En este capítulo san Benito nos habla de las faltas, no de los pecados o faltas graves de las que nos habla en otros capítulos, sino de faltas leves, distracciones o negligencias. No quiere decir que las considere tolerables, o no necesarias de corrección con humildad y humillación. Nos muestra el capítulo que antes del siglo VI no debía ser fácil inculcar a los monjes el gusto por un Oficio bello, realizado con rigor y poniendo todos los sentidos en ello. 

Todos nos equivocamos, y a menudo tendemos a considerar las faltas de los otros como graves, y las nuestras como leves. Es muy humano. En el oratorio, con carácter periódico los salmistas, los hebdomadarios, los diáconos o quien sea que tiene una responsabilidad es normal que en un momento u otro tenga un desliz, una falta de atención o cualquiera otra falta.
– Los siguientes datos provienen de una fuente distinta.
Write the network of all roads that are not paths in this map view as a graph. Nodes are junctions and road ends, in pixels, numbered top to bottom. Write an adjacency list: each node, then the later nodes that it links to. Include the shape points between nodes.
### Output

San Benito no es intolerante, sino que nos pide que incluso en las pequeñas faltas pongamos atención y la voluntad de rectificar.
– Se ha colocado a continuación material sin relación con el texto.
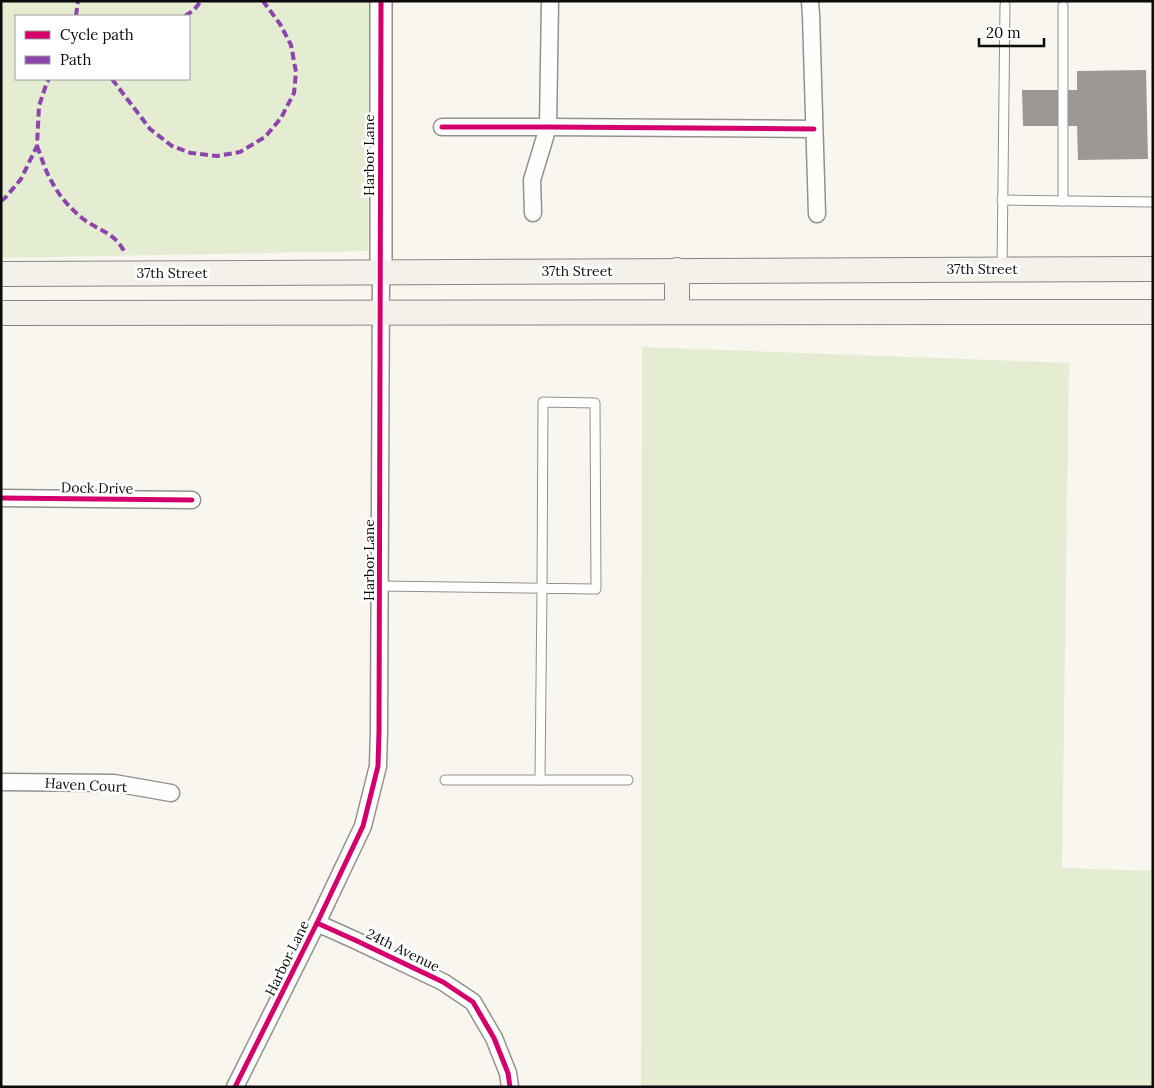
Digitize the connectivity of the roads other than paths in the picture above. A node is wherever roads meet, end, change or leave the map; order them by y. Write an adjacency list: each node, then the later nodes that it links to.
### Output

San Benito habla de “negligentia”, en el original latino, y que en sentido literal vine a significar “ne legere”, no leer o no leer correctamente. La lectura en el oratorio, refectorio o la colación, debe edificar a los demás, A veces, un pequeño error puede cambiar el sentido de una frase o de todo el texto. No es lo mismo “tomar las armas de la obediencia” que “perder las armas de la obediencia”, por ejemplo. San Benito llama a la responsabilidad a los lectores, a que sean conscientes de la tarea que tienen encomendada. Ciertamente, algunos errores son más peligrosos que otros, saltarse una negación, por ejemplo, cambia el sentido del texto, y todavía existe el riesgo de atribuir al autor una verdadera herejía, como también el peligro de cambiar la persona con los pronombres, que lleva a cambiar todo el sentido de la expresión, incluso el misterio de la Santísima Trinidad o el de la Encarnación.
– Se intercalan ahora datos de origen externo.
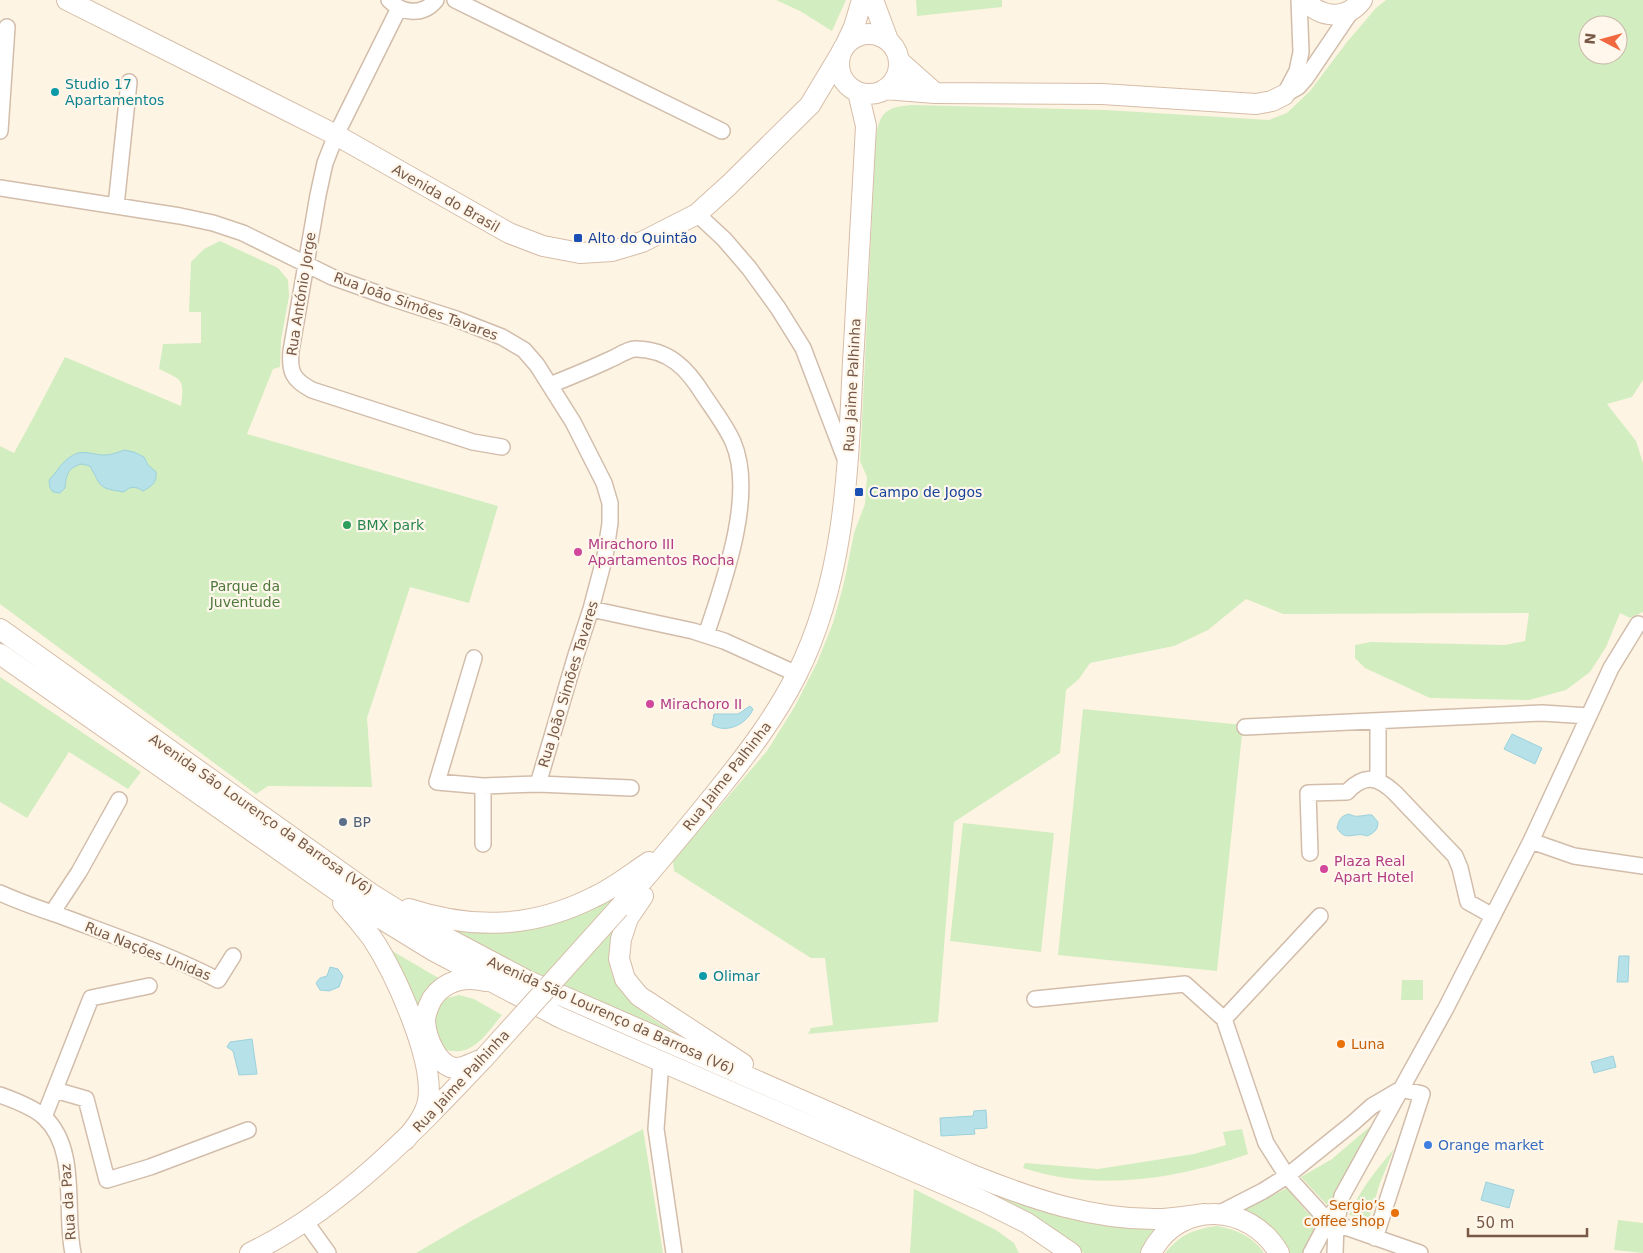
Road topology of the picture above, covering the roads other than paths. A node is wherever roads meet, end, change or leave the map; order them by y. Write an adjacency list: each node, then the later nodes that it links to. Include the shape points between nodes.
1 (67, 0): 23 (street, Avenida do Brasil)
2 (436, 0): 8 (street, via 417,11 404,11)
3 (455, 0): 22 (street)
4 (862, 0): 12 (street)
5 (873, 0): 11 (street)
6 (1299, 0): 18 (street, via 1302,52 1297,71)
7 (1304, 0): 9 (street, via 1312,8 1330,15 1338,15)
8 (394, 4): 23 (street, Rua António Jorge)
9 (1359, 4): 18 (street, via 1306,78)
10 (7, 27): 21 (street)
11 (888, 40): 12 (street, via 862,34); 13 (street)
12 (843, 49): 15 (street, Rua Jaime Palhinha, via 840,73); 19 (street, Avenida do Brasil)
13 (899, 61): 16 (street, Rua Jaime Palhinha, via 896,77); 17 (street)
14 (129, 82): 25 (street)
15 (854, 90): 16 (street, via 865,94); 19 (street, Avenida do Brasil); 20 (street, Rua Jaime Palhinha)
16 (882, 91): 17 (street); 20 (street, Rua Jaime Palhinha)
17 (936, 92): 18 (street, via 1102,94 1256,104)
18 (1284, 95)
19 (810, 105): 26 (street, Avenida do Brasil)
20 (866, 126): 30 (street, Rua Jaime Palhinha)
21 (0, 131)
22 (722, 131)
23 (336, 135): 26 (street, Avenida do Brasil, via 509,233 543,246 580,252 612,251 642,242); 27 (street, Rua António Jorge, via 325,163)
24 (0, 188): 25 (street, Rua João Simões Tavares)
25 (116, 206): 27 (street, Rua João Simões Tavares, via 213,223 243,233)
26 (697, 214): 30 (street, via 749,268 803,348)
27 (306, 263): 28 (street, Rua João Simões Tavares, via 332,276 502,337 524,350); 29 (street, Rua António Jorge, via 291,351 290,364 297,380 321,393 472,442)
28 (550, 385): 31 (street, Rua João Simões Tavares, via 573,422 604,483 610,503 605,556); 34 (street, via 635,348 660,352 675,360 693,378 733,442 740,468 740,497 727,570)
29 (502, 447)
30 (848, 464): 37 (street, Rua Jaime Palhinha, via 834,569 824,608)
31 (591, 609): 34 (street); 42 (street, Rua João Simões Tavares)
32 (1638, 624): 38 (street)
33 (0, 629): 53 (street, Avenida São Lourenço da Barrosa (V6))
34 (706, 635): 37 (street)
35 (0, 654): 51 (street, Avenida São Lourenço da Barrosa (V6))
36 (474, 658): 43 (street, Rua João Simões Tavares, via 437,782)
37 (797, 674): 48 (street, Rua Jaime Palhinha, via 758,740)
38 (1589, 716): 39 (street, via 1542,712); 46 (street)
39 (1378, 721): 40 (street); 41 (street)
40 (1245, 727)
41 (1378, 780): 49 (street, via 1364,780 1347,792 1308,793); 56 (street, via 1386,784 1455,856 1468,902)
42 (538, 784): 43 (street, Rua João Simões Tavares); 44 (street, Rua João Simões Tavares)
43 (483, 786): 47 (street)
44 (631, 788)
45 (119, 800): 54 (street)
46 (1531, 841): 50 (street, via 1574,856); 56 (street)
47 (483, 844)
48 (671, 847): 53 (street, via 595,897 567,909 532,918 491,924 471,922 424,914); 62 (street, Rua Jaime Palhinha, bridge); 67 (street, via 658,878 628,918 620,939 619,959 625,979 638,996)
49 (1310, 853)
50 (1643, 866)
51 (306, 869): 58 (street, Avenida São Lourenço da Barrosa (V6), via 391,926); 70 (street, via 342,901 370,936 403,998 417,1036 426,1062 428,1102 423,1116)
52 (0, 893): 54 (street, Rua Nações Unidas)
53 (383, 901): 67 (street, Avenida São Lourenço da Barrosa (V6), via 414,921 526,980)
54 (52, 913): 57 (street, Rua Nações Unidas, via 134,943 218,980)
55 (1320, 916): 61 (street)
56 (1493, 916): 64 (street)
57 (233, 956)
58 (495, 983): 62 (street, via 473,978 450,982 428,1005 425,1020 434,1052 443,1062 454,1068 465,1067); 63 (street, Avenida São Lourenço da Barrosa (V6), via 561,1018)
59 (149, 986): 65 (street, via 91,998)
60 (1035, 1000): 61 (street, via 1185,984)
61 (1224, 1019): 71 (street, via 1266,1143)
62 (484, 1058): 70 (street, Rua Jaime Palhinha)
63 (661, 1062): 76 (street, Avenida São Lourenço da Barrosa (V6), via 985,1202 1027,1223); 80 (street, via 656,1129)
64 (1401, 1089): 71 (street, via 1372,1106); 74 (street, via 1342,1196); 75 (street, via 1422,1094)
65 (55, 1090): 68 (street); 69 (street, via 86,1099 107,1180)
66 (0, 1094): 68 (street, Rua da Paz)
67 (795, 1096): 72 (street, Avenida São Lourenço da Barrosa (V6), via 970,1174 1069,1209 1124,1218 1163,1219)
68 (44, 1117): 77 (street, Rua da Paz, via 58,1135 64,1153)
69 (248, 1130)
70 (405, 1140): 73 (street, Rua Jaime Palhinha, via 341,1196)
71 (1287, 1176): 72 (street, via 1263,1191); 74 (street)
72 (1211, 1214): 81 (street, via 1182,1222 1171,1229); 82 (street, Avenida São Lourenço da Barrosa (V6), via 1230,1215 1253,1225 1263,1232)
73 (305, 1221): 78 (street, Rua Jaime Palhinha); 79 (street)
74 (1332, 1223): 75 (street); 83 (street); 84 (street)
75 (1375, 1238): 85 (street)
76 (1060, 1250)
77 (73, 1253)
78 (250, 1253)
79 (328, 1253)
80 (674, 1253)
81 (1151, 1253)
82 (1279, 1253)
83 (1311, 1253)
84 (1335, 1253)
85 (1420, 1253)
La manera de satisfacer ha ido cambiando con los tiempos. Antes se hacía con una inclinación hasta tocar tierra, después con un golpe de pecho. Sea con la fórmula que sea, no es necesario que sea excesiva, ciertamente, pero tampoco que nos habituemos a pasar por alto nuestros errores. San Benito pide, ante el error, una humillación inmediata delante de todos. Hoy puede ser suficiente un simple “perdón”, para rectificar y dar a entender que fue un error involuntario.

San Benito nos invita, nos exhorta a no bajar la atención, a vigilar, porque, como decía Gandhi, “vigila tus pensamientos, se convierten en palabras; vigila tus palabras, se convierten en acciones; vigila tus acciones, se convierten en hábitos; vigila tus hábitos, se convierten en carácter; vigila tu carácter, se convierte en tu destino”.

San Benito quizás nos quiere decir en este capítulo que si no nos corregimos en los pequeños errores, sin malicia, si no aprendemos de ellos, pueden llegar a ser faltas grandes. Un día nos parece que no podemos levantarnos para ir a Maitines y cedemos, y si vamos cediendo a la tentación se llega a extender a Laudes y Completas, y nuestra vocación de monjes, de buscadores de Dios, se irá paralizando espiritualmente en nosotros. En segundo lugar, nos viene a decir san Benito que todos cometemos errores, y que si somos intolerantes con los errores de los demás e ignoramos los nuestros acabaremos por hacer de ello costumbre, y vendrá, de este modo, a hacer de nosotros un carácter intolerable.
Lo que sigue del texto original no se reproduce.